Ace Your Back-to-School Season with Threat Intelligence

Noor Boulos

As the school year officially kicks off, students everywhere are hitting the books. But it’s also time for IT and security teams as well as administrators to get up to speed on the latest cyber threats that may impact their environment. 

The education sector is a treasure trove of valuable data – from financial and sensitive personal information to intellectual property and raw research data – which makes it an attractive target for threat actors. In fact, cyberattacks against higher education were up 70% last year when compared to 2022. And from Q2 2023 through Q1 2024, 45% of ransomware attacks targeted K-12 schools and 42% targeted higher education.

The threat landscape is incredibly dynamic as threat actors evolve their tools, techniques and procedures (TTPs) to continue to find ways to exfiltrate and monetize data. So, security teams and education leaders must understand the changes that are happening and the challenges ahead to ensure their defenses can keep pace.

Key Challenges

  • Limited cybersecurity resources, including weak security policies, inconsistent multifactor authentication (MFA), lack of training, and budget constraints leave many institutions vulnerable.
  • Outdated legacy systems that manage transportation, attendance, personal information and more, are prime targets for threat actors who know institutions will be crippled without them and will succumb to demands.
  • Dispersed and remote operations make education systems ripe for disruption by ransomware attacks, where every moment of downtime hits students, faculty and staff hard in terms of time and money.
  • Increasing protection is difficult without the ability to leverage threat intelligence to understand how the threat landscape is changing, the potential impact to your environment and how to proactively update policies and practices to stay safe. 

How to Create a Leading Threat Intelligence Operation

Protecting students, faculty and staff at primary schools through to higher education and research institutions requires collaboration and threat intelligence sharing between security and IT teams. Look for a technology partner that understands how to ace cybersecurity in the education sector by using threat intelligence to strengthen defenses while maximizing existing resources.

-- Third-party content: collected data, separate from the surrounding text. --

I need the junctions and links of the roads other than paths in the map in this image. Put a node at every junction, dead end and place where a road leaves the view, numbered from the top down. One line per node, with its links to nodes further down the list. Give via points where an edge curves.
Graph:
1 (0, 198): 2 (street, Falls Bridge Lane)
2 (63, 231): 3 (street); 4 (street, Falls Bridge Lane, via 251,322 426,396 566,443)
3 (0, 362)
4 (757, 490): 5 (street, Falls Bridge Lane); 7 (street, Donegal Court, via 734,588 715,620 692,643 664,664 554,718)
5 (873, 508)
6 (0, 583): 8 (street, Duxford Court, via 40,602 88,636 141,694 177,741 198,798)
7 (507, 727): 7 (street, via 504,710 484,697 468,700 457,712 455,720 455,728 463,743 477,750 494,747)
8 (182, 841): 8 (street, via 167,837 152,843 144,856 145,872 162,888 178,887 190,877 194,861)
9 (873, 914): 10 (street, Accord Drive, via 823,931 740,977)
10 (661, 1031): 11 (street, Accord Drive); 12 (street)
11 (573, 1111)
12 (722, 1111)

Best practices to help you do more with less include:

  • Consolidating all sources of external and internal threat intelligence and vulnerability data in a central repository
  • Automatically eliminating the noise to focus on critical assets and vulnerabilities
  • Prioritizing what matters to keep your systems running
  • Collaborating and coordinating across teams and partners to accelerate analysis and understanding of threats you need to address immediately 
  • Automating threat detection and response through seamless integration with your tools and technologies

The ThreatQ Platform equips educational institutions with the context and security they need to make better decisions, strengthen defenses, mitigate risk, and enable collaboration and learning for continuous improvement. And there’s no need to alter existing security infrastructure or workflows; the tools and technologies you already have work seamlessly with the ThreatQ open architecture. 

For more details, download the new Industry Brief – HERE

To see the ThreatQ Platform in action, schedule a demo today.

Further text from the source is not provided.